概述脱氧核糖核酸的超速离心方式

　　近代质粒DNA分离纯化以从大肠杆菌中分离为代表，鉴于大肠杆菌（E.coli）在分子生物学研究中的重要地位，从大肠杆菌（E.coli）中分离纯化质粒DNA（Plasmid DNA）成为超离心技术中一个重要课题。而质粒DNA的快速分离纯化又对超离心设备（超速离心机、转头和附属设备）提出了更高要求。

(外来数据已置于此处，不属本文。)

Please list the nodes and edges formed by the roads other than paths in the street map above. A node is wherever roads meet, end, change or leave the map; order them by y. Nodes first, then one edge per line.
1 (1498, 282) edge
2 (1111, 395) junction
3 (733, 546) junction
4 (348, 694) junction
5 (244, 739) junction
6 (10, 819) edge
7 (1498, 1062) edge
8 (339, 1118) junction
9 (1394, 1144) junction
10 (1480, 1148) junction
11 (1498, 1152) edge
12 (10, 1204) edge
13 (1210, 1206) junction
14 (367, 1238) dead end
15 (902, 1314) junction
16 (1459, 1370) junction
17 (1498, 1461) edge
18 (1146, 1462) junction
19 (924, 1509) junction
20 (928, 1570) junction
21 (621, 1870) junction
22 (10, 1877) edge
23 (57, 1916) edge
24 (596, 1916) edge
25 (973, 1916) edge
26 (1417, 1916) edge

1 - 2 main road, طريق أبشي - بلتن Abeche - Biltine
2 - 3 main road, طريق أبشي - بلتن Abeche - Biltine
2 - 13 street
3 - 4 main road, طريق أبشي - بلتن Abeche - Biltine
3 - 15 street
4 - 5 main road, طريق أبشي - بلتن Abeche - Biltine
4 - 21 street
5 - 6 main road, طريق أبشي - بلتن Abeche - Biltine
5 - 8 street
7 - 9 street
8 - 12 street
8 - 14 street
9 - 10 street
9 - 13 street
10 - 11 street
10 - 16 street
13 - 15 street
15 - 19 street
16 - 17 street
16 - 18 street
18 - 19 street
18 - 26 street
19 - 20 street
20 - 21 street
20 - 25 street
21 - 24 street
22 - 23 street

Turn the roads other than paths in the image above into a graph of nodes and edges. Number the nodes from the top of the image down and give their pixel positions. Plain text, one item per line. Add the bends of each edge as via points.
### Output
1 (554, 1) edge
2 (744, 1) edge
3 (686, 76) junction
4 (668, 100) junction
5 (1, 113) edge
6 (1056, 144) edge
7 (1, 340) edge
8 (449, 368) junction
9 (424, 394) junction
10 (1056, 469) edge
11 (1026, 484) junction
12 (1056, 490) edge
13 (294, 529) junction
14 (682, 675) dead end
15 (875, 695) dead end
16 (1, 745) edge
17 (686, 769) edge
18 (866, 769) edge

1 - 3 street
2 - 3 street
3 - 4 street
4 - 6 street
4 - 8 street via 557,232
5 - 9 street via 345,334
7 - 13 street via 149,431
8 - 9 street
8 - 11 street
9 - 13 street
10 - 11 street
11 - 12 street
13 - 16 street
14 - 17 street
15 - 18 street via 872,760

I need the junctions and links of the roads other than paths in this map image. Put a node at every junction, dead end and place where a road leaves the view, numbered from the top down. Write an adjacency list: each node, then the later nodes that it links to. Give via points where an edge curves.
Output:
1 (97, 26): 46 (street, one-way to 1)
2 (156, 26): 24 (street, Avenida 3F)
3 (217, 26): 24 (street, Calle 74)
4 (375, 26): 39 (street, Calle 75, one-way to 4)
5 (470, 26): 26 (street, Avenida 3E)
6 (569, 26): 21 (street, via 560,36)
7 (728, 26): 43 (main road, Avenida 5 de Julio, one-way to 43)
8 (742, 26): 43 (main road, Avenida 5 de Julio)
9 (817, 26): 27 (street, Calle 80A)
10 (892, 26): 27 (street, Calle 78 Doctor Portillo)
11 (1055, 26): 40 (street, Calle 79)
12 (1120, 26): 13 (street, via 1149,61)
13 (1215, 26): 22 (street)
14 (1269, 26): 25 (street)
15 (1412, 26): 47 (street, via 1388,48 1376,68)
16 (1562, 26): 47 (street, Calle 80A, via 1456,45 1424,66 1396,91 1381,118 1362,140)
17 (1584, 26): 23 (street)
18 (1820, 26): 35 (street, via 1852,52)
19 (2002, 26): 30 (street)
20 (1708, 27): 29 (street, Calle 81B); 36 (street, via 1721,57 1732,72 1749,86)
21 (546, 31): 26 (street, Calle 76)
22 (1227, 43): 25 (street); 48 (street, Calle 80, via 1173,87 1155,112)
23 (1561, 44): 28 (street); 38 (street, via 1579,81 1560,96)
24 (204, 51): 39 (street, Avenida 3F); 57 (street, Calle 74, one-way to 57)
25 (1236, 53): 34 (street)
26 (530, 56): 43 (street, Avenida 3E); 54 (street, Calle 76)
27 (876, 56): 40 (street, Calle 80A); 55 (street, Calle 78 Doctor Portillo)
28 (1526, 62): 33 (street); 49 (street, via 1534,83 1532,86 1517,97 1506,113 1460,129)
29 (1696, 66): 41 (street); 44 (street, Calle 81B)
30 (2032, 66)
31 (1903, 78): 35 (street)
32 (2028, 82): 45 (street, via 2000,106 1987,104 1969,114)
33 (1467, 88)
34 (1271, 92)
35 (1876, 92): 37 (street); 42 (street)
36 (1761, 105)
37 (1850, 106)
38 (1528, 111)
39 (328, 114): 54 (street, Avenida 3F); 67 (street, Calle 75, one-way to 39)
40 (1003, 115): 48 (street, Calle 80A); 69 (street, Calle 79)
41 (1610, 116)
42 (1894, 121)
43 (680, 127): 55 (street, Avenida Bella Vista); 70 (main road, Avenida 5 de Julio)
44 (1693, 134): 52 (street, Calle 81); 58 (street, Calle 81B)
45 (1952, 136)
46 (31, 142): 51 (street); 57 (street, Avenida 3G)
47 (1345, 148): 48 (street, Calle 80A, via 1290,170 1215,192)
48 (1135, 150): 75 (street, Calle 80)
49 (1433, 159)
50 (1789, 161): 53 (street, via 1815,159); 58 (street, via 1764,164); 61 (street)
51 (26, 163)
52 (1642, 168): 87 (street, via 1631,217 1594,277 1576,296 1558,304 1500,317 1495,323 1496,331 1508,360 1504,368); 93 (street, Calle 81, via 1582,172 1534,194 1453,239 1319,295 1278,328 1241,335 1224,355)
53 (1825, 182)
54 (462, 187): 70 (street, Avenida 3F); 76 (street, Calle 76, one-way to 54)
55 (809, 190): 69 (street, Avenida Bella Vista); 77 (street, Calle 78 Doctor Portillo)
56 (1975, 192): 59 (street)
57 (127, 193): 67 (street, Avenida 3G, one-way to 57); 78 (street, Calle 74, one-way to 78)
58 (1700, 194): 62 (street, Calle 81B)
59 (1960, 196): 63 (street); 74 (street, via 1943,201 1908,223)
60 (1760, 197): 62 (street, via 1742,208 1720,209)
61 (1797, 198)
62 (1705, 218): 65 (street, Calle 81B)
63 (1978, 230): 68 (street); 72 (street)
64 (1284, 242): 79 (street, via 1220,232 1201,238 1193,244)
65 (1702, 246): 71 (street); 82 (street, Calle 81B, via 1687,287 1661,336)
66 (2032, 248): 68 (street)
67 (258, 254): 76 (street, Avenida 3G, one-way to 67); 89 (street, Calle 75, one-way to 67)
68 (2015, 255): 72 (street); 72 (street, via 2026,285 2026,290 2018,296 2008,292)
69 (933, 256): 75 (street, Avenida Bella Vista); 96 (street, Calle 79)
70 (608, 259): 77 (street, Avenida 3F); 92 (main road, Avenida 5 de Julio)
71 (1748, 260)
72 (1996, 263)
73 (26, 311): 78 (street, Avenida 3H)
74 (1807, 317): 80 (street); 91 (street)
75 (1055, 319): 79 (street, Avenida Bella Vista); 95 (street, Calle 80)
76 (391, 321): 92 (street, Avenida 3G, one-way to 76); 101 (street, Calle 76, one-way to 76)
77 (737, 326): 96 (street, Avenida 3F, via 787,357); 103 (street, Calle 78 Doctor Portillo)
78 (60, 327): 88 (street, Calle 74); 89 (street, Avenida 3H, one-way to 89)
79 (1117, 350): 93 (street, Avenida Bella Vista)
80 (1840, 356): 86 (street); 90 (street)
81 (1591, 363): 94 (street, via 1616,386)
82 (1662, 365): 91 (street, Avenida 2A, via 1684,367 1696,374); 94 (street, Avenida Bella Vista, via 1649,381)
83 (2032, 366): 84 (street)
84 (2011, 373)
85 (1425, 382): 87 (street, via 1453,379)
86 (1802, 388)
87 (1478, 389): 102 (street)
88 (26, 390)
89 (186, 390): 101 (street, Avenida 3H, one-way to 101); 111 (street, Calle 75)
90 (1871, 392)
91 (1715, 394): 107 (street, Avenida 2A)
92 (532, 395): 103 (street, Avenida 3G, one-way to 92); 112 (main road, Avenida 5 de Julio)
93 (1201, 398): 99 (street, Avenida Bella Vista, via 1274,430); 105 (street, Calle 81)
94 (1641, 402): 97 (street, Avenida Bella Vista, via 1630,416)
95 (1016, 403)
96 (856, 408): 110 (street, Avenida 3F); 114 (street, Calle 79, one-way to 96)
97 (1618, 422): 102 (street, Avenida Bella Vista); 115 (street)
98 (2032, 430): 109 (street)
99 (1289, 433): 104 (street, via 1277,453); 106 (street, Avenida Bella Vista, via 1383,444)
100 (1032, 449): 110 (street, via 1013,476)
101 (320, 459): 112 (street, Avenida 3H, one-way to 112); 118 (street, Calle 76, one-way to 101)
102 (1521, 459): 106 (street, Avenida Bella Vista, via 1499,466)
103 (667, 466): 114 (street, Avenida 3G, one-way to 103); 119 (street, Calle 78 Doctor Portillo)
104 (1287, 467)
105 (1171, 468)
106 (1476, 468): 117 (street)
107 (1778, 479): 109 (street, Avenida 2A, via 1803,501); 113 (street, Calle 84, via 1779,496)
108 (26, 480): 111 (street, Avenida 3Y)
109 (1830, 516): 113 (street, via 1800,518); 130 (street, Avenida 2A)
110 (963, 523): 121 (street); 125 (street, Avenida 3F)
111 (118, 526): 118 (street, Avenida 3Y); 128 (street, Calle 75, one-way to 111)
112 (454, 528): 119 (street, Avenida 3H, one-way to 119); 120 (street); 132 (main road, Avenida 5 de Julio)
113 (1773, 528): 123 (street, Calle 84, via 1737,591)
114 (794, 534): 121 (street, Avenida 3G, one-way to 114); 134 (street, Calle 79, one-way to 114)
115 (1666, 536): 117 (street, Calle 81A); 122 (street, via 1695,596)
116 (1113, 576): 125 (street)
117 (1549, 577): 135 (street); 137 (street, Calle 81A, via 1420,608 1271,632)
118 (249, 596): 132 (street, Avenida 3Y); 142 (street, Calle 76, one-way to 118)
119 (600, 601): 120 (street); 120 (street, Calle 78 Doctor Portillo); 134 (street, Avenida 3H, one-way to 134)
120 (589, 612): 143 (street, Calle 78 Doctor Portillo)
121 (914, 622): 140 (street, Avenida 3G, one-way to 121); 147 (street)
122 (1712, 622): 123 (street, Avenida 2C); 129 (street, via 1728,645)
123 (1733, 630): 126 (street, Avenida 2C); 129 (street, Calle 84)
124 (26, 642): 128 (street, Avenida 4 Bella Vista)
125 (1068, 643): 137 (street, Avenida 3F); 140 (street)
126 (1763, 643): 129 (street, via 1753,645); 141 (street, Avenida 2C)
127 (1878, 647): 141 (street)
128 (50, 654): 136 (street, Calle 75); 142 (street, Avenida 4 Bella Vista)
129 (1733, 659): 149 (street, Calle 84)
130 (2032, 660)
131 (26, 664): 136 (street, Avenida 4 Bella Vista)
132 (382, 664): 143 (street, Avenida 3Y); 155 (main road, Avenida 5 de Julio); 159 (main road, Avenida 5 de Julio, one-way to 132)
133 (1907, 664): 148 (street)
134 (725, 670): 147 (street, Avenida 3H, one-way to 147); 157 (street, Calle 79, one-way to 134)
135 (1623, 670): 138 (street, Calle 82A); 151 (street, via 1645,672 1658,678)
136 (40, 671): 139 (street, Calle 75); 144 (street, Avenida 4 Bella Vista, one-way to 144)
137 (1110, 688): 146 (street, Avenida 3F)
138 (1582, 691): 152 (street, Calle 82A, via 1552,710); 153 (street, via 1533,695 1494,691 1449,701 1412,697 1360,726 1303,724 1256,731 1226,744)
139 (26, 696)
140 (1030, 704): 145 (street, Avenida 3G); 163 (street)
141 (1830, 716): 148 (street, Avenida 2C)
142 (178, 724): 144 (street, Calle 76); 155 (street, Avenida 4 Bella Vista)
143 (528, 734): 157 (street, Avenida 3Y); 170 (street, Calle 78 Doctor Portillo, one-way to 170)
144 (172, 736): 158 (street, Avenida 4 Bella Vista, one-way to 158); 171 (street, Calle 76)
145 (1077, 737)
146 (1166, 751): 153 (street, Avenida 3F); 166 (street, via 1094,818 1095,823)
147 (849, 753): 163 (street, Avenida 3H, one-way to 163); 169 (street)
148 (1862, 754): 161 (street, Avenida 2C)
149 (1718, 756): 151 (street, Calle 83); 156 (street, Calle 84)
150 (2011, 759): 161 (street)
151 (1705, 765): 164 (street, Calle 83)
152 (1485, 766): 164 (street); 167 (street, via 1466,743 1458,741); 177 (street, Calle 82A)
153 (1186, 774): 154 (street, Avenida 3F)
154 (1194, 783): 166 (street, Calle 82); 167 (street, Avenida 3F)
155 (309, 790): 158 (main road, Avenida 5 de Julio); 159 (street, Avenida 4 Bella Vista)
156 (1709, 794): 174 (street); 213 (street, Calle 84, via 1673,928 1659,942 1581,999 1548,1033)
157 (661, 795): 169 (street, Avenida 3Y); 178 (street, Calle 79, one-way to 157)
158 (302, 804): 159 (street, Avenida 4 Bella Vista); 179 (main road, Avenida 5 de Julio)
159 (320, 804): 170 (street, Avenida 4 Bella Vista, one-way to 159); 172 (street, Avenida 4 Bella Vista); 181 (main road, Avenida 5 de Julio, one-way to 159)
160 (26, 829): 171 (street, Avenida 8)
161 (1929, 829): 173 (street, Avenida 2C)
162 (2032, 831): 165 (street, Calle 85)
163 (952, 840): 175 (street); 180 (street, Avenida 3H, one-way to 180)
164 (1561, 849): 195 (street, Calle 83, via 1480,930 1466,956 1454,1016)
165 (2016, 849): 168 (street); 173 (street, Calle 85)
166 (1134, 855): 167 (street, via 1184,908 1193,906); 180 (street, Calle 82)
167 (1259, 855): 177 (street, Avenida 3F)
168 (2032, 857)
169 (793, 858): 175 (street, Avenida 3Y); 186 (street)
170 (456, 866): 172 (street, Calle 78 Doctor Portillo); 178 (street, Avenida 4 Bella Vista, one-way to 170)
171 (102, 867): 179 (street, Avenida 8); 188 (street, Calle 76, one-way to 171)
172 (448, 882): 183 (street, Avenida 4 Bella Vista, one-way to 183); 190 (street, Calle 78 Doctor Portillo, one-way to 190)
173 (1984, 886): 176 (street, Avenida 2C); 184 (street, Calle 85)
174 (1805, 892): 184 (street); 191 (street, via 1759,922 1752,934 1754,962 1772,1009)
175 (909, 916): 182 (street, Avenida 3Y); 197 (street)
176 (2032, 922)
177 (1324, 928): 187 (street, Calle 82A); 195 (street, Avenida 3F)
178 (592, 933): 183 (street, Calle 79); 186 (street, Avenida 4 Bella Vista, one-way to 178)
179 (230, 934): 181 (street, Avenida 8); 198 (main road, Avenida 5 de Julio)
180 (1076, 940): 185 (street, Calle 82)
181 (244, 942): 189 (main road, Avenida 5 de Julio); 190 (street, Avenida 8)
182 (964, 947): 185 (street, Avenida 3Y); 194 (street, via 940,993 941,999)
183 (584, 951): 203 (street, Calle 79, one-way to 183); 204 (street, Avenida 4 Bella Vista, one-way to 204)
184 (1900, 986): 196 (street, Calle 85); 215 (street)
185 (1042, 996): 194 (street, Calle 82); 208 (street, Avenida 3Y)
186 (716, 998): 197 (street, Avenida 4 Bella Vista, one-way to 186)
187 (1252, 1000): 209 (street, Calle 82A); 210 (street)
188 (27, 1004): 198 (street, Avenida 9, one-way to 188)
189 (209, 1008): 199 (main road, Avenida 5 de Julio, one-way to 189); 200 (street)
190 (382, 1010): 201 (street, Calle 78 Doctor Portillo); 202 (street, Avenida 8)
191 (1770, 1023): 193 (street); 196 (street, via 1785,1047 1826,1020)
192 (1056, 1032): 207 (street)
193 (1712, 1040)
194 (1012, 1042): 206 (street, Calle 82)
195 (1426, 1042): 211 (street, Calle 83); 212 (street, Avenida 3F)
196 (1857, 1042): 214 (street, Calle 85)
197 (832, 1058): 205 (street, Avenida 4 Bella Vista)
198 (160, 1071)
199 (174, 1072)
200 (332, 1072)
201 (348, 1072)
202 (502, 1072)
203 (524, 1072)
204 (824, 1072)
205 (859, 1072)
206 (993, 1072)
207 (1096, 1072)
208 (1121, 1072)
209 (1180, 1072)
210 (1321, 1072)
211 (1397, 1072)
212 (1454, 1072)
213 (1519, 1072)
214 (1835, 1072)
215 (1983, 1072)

　　针对E.coli的显微结构待点，在进行超离心分离纯化质粒DNA之前的预处理顺序是：

　　沉淀物可以在加入TE缓冲液（10mM Tris-HCL， lmM EDTA，pH8.0）后，采用分子筛技术去除蛋白和RNA； 也可以用超速离心法去除蛋白质和RNA，去线状DNA或DNA断片。

　　质粒DNA超速离心的分离方法

　　传统的分离方法：数年前，由于受设备条件限制，质粒DNA的分离一般用CsCl平衡等密度离心法，自形成梯度。以10~12ml单管容量为例，用甩平转头分离，36.000rpm×60小时，用角式转头分离45,000rpm×36小时，前者包括加减速在内共用去1.3亿转驱动部寿命，后者也要用去1亿转驱动部寿命，这对当时超速离心机总寿命为100~200亿转来看，无疑每次实验费用过高，加上CsCl用量多、价格贵等因素，使这类分离纯化工作成为非常昂贵的实验。